==== Provided entries

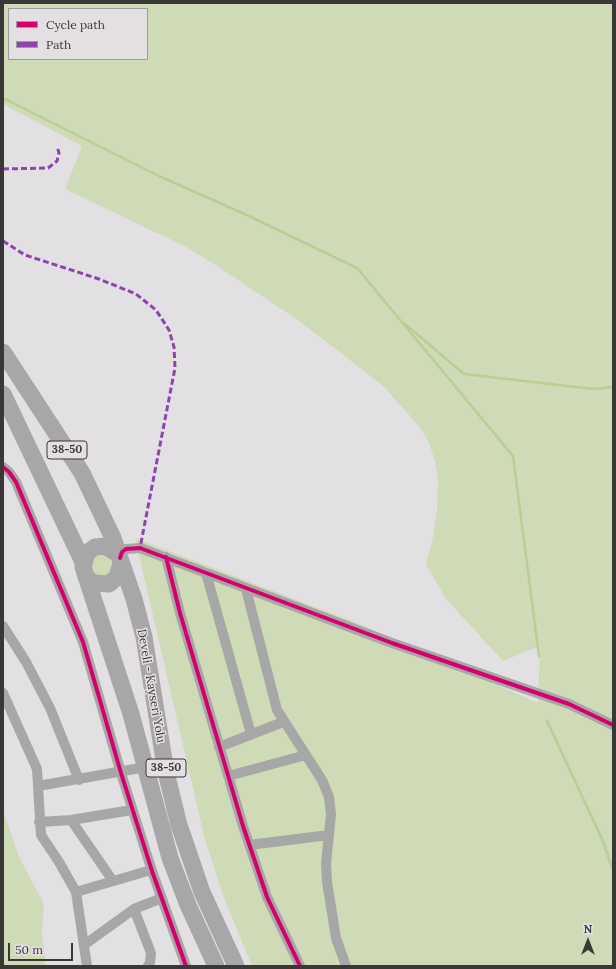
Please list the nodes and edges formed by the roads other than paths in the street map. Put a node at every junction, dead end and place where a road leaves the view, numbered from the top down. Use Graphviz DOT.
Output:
graph roads {
  1 [pos="3,352"];
  2 [pos="3,394"];
  3 [pos="3,467"];
  4 [pos="120,558"];
  5 [pos="166,558"];
  6 [pos="84,570"];
  7 [pos="206,573"];
  8 [pos="246,589"];
  9 [pos="3,626"];
  10 [pos="3,693"];
  11 [pos="284,722"];
  12 [pos="613,726"];
  13 [pos="251,734"];
  14 [pos="219,747"];
  15 [pos="306,755"];
  16 [pos="146,768"];
  17 [pos="121,773"];
  18 [pos="228,776"];
  19 [pos="79,780"];
  20 [pos="38,786"];
  21 [pos="132,810"];
  22 [pos="71,820"];
  23 [pos="39,822"];
  24 [pos="329,835"];
  25 [pos="249,845"];
  26 [pos="152,870"];
  27 [pos="113,881"];
  28 [pos="76,892"];
  29 [pos="162,898"];
  30 [pos="134,909"];
  31 [pos="84,945"];
  32 [pos="87,966"];
  33 [pos="148,966"];
  34 [pos="186,966"];
  35 [pos="216,966"];
  36 [pos="236,966"];
  37 [pos="300,966"];
  38 [pos="346,966"];
  1 -- 4 [label="highway, Develi - Kayseri Yolu / 38-50"];
  2 -- 6 [label="highway, Develi - Kayseri Yolu / 38-50"];
  3 -- 17 [label="street"];
  4 -- 5 [label="street"];
  4 -- 6 [label="highway"];
  4 -- 6 [label="highway"];
  4 -- 36 [label="highway, Develi - Kayseri Yolu / 38-50"];
  5 -- 7 [label="street"];
  5 -- 14 [label="street"];
  6 -- 16 [label="highway, Develi - Kayseri Yolu / 38-50"];
  7 -- 8 [label="street"];
  7 -- 13 [label="street"];
  8 -- 11 [label="street"];
  8 -- 12 [label="street"];
  9 -- 19 [label="street"];
  10 -- 20 [label="street"];
  11 -- 13 [label="street"];
  11 -- 15 [label="street"];
  13 -- 14 [label="street"];
  14 -- 18 [label="street"];
  15 -- 18 [label="street"];
  15 -- 24 [label="street"];
  16 -- 17 [label="street"];
  16 -- 35 [label="highway, Develi - Kayseri Yolu / 38-50"];
  17 -- 19 [label="street"];
  17 -- 21 [label="street"];
  18 -- 25 [label="street"];
  19 -- 20 [label="street"];
  20 -- 23 [label="street"];
  21 -- 22 [label="street"];
  21 -- 26 [label="street"];
  22 -- 23 [label="street"];
  22 -- 27 [label="street"];
  23 -- 28 [label="street"];
  24 -- 25 [label="street"];
  24 -- 38 [label="street"];
  25 -- 37 [label="street"];
  26 -- 27 [label="street"];
  26 -- 29 [label="street"];
  27 -- 28 [label="street"];
  28 -- 31 [label="street"];
  29 -- 30 [label="street"];
  29 -- 34 [label="street"];
  30 -- 31 [label="street"];
  30 -- 33 [label="street"];
  31 -- 32 [label="street"];
}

========

=== Problem to work on ===
Retype the entries verbatim and drop the pictures.

=== Solution to this problem ===
Please list the nodes and edges formed by the roads other than paths in the street map. Put a node at every junction, dead end and place where a road leaves the view, numbered from the top down. Use Graphviz DOT.
Output:
graph roads {
  1 [pos="3,352"];
  2 [pos="3,394"];
  3 [pos="3,467"];
  4 [pos="120,558"];
  5 [pos="166,558"];
  6 [pos="84,570"];
  7 [pos="206,573"];
  8 [pos="246,589"];
  9 [pos="3,626"];
  10 [pos="3,693"];
  11 [pos="284,722"];
  12 [pos="613,726"];
  13 [pos="251,734"];
  14 [pos="219,747"];
  15 [pos="306,755"];
  16 [pos="146,768"];
  17 [pos="121,773"];
  18 [pos="228,776"];
  19 [pos="79,780"];
  20 [pos="38,786"];
  21 [pos="132,810"];
  22 [pos="71,820"];
  23 [pos="39,822"];
  24 [pos="329,835"];
  25 [pos="249,845"];
  26 [pos="152,870"];
  27 [pos="113,881"];
  28 [pos="76,892"];
  29 [pos="162,898"];
  30 [pos="134,909"];
  31 [pos="84,945"];
  32 [pos="87,966"];
  33 [pos="148,966"];
  34 [pos="186,966"];
  35 [pos="216,966"];
  36 [pos="236,966"];
  37 [pos="300,966"];
  38 [pos="346,966"];
  1 -- 4 [label="highway, Develi - Kayseri Yolu / 38-50"];
  2 -- 6 [label="highway, Develi - Kayseri Yolu / 38-50"];
  3 -- 17 [label="street"];
  4 -- 5 [label="street"];
  4 -- 6 [label="highway"];
  4 -- 6 [label="highway"];
  4 -- 36 [label="highway, Develi - Kayseri Yolu / 38-50"];
  5 -- 7 [label="street"];
  5 -- 14 [label="street"];
  6 -- 16 [label="highway, Develi - Kayseri Yolu / 38-50"];
  7 -- 8 [label="street"];
  7 -- 13 [label="street"];
  8 -- 11 [label="street"];
  8 -- 12 [label="street"];
  9 -- 19 [label="street"];
  10 -- 20 [label="street"];
  11 -- 13 [label="street"];
  11 -- 15 [label="street"];
  13 -- 14 [label="street"];
  14 -- 18 [label="street"];
  15 -- 18 [label="street"];
  15 -- 24 [label="street"];
  16 -- 17 [label="street"];
  16 -- 35 [label="highway, Develi - Kayseri Yolu / 38-50"];
  17 -- 19 [label="street"];
  17 -- 21 [label="street"];
  18 -- 25 [label="street"];
  19 -- 20 [label="street"];
  20 -- 23 [label="street"];
  21 -- 22 [label="street"];
  21 -- 26 [label="street"];
  22 -- 23 [label="street"];
  22 -- 27 [label="street"];
  23 -- 28 [label="street"];
  24 -- 25 [label="street"];
  24 -- 38 [label="street"];
  25 -- 37 [label="street"];
  26 -- 27 [label="street"];
  26 -- 29 [label="street"];
  27 -- 28 [label="street"];
  28 -- 31 [label="street"];
  29 -- 30 [label="street"];
  29 -- 34 [label="street"];
  30 -- 31 [label="street"];
  30 -- 33 [label="street"];
  31 -- 32 [label="street"];
}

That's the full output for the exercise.